Reising: Revisiting Ernest Hemingway and baseball: sanity, success, and suicide

From SABR member Robert Reising on June 6, 2016, at the Journal of American Culture:

The suicide of Robin Williams on August 11, 2014, sparked a barrage of analyses, the bulk of them allying him with Ernest Hemingway, who died by his own hand in 1961. One indisputable conclusion appears among those controversy-filled analyses: the reasons the two geniuses moved to life-ending decisions remain unknown. In anticipating queries from readers of Papa Hemingway, authored in 1966 by Hemingway’s “close friend for fourteen years, right up to the end,” A. E. Hotchner confessed that “I cannot tell you why”(xi). Forty-eight years later, a doctor of Clinical Psychology with almost half-a-century of experience sounded similar while declaring TV’s popular Dr. Drew “wrong” in his conclusions about the comic’s suicide: the Idaho professional argues that “Certainly we can never know the thoughts and emotions he [Williams] privately experienced that eventually led him to end his own life” (Hueftle). A later analysis, “Madness and the Muse,” while mentioning Williams and Hemingway in an impressive review of research on its topic, is forced to end with a frustrated and frustrating indecisiveness (Bartlett). Appearing even more recently, “The Persistent Myth of the Mad Genius” merely reinforces that same indecisiveness (Tavris).

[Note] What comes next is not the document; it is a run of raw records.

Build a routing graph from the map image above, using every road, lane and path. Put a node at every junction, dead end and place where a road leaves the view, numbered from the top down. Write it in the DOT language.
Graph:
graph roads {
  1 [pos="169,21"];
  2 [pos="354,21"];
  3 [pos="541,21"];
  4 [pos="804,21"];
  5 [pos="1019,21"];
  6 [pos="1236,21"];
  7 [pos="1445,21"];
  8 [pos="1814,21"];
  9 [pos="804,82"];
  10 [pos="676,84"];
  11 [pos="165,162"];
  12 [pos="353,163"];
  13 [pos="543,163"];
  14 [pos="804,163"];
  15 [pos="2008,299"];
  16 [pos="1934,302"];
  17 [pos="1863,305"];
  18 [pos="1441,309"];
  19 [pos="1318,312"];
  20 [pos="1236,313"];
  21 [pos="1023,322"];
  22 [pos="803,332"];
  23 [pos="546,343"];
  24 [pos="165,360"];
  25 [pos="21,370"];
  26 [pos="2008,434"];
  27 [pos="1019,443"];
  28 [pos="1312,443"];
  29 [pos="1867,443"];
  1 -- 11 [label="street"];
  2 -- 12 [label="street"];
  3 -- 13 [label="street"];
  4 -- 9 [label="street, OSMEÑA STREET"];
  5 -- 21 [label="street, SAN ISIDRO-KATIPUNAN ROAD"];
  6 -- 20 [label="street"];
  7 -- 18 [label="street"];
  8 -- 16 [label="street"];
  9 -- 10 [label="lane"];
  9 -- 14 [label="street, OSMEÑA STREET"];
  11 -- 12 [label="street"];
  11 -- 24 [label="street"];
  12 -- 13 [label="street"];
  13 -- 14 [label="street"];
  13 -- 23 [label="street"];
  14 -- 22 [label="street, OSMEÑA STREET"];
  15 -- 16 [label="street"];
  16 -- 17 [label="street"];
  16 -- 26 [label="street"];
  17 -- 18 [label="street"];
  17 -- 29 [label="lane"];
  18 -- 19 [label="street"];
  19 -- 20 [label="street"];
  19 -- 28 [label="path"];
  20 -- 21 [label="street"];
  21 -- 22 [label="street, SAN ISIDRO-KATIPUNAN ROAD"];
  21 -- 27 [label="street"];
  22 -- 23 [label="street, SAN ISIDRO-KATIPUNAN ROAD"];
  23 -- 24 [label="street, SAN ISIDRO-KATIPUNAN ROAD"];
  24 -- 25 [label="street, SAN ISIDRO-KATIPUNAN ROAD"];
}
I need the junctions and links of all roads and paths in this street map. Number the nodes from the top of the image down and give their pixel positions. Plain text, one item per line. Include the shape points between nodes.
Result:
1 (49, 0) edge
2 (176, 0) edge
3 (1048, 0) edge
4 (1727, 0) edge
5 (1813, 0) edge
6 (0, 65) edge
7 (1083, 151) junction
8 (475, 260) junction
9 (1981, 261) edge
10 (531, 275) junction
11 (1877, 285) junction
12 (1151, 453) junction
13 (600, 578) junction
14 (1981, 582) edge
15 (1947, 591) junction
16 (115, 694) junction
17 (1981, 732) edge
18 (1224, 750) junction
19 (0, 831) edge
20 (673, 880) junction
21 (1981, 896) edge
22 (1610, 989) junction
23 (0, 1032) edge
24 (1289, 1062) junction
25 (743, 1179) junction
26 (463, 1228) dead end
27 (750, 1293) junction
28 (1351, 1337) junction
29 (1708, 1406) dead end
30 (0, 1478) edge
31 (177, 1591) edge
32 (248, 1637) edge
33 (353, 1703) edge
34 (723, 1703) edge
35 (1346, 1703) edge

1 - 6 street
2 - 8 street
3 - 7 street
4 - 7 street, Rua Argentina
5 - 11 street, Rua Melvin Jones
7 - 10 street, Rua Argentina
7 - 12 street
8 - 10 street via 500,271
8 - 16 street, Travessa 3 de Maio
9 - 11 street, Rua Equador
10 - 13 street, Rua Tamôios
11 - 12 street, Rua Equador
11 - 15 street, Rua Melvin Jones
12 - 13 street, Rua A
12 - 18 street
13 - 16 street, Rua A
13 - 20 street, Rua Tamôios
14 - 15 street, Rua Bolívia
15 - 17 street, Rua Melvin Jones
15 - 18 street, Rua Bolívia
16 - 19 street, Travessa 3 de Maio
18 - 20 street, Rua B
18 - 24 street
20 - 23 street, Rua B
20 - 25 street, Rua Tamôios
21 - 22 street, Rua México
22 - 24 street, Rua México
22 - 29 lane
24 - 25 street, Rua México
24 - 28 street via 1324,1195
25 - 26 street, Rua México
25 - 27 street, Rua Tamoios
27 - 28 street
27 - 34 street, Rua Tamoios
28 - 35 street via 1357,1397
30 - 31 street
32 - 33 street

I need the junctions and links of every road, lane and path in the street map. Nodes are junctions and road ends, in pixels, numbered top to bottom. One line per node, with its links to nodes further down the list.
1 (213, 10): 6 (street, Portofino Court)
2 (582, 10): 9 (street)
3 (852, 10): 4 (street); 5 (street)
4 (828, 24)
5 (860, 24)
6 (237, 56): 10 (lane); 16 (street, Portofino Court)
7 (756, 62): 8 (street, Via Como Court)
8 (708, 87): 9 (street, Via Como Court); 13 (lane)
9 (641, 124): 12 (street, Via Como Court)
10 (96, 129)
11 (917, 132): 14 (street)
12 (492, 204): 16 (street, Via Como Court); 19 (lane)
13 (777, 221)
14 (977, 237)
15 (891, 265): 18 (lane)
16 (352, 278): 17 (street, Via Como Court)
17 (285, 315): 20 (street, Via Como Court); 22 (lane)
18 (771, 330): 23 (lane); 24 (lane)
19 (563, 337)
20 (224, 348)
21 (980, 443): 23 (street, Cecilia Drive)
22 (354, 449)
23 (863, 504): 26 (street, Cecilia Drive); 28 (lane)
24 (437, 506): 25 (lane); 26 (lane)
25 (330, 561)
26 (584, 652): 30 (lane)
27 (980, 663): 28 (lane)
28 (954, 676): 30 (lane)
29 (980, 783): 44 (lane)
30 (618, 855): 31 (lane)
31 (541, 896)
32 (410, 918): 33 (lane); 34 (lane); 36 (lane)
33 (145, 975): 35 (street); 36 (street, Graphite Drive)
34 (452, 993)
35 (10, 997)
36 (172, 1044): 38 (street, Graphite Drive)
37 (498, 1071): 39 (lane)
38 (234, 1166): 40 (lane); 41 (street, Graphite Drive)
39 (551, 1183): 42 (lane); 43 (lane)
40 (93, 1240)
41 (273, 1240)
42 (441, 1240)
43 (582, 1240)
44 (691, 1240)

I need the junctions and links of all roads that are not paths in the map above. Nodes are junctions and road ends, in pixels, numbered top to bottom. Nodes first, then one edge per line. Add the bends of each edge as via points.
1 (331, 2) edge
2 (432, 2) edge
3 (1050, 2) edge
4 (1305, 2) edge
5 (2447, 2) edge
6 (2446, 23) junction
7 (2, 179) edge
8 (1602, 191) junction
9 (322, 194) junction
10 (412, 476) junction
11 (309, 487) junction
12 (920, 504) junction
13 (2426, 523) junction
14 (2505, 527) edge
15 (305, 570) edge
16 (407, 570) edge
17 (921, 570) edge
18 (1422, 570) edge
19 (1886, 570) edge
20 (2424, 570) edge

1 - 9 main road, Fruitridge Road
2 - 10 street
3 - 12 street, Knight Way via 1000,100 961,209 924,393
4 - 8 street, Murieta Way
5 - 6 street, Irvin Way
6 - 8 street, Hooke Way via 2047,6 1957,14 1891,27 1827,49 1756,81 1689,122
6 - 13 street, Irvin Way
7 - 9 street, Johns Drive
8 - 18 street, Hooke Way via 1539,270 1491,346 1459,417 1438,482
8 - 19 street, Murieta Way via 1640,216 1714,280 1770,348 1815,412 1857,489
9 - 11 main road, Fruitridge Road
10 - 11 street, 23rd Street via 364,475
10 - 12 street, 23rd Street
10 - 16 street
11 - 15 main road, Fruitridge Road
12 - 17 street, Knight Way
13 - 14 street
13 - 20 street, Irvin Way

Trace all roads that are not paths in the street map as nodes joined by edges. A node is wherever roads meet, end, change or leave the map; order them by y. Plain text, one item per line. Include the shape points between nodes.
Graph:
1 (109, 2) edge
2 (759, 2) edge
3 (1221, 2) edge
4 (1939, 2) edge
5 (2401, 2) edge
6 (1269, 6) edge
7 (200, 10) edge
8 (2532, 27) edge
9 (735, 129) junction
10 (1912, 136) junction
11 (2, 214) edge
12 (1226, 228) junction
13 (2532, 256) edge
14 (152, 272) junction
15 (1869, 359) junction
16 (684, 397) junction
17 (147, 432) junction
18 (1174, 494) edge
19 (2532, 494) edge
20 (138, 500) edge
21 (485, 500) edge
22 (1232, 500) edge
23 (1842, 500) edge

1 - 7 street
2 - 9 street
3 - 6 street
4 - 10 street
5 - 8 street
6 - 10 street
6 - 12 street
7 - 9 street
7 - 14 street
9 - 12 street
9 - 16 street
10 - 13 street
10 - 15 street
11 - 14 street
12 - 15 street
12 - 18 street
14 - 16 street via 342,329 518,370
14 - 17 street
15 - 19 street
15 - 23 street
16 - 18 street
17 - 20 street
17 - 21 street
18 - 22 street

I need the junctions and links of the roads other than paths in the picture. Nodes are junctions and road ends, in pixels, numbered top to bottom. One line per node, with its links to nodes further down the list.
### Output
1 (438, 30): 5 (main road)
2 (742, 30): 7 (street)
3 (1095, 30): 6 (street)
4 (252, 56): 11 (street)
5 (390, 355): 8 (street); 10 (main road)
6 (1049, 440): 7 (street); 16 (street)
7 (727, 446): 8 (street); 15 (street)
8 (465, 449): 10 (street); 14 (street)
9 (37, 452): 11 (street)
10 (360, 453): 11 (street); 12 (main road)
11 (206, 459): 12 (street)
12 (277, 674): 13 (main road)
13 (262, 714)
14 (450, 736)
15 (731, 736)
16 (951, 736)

Yet, neither controversy nor uncertainty disguises an interest that the two shared. Both the writer and Williams enjoyed baseball. The latter was a committed fan, and a long-time admirer, of his adopted city’s National League team, the San Francisco Giants (Cassavell). But Hemingway was different. He “fancied himself an aficionado of baseball almost as much as he regarded himself as the American expert of the bull ring…” states Paul Hendrickson (317). That belief, he harbored and cultivated over the bulk of his lifetime until it emerged—full blown—in the last novel of his creation published before his death. The Old Man and the Sea was “an immediate success throughout the world,” proclaimed Charles Scribner, Jr., in his “Introduction” to the 1952 edition of the work, adding that it was “specifically cited when the Nobel Prize for Literature was awarded to Hemingway in 1954” (9).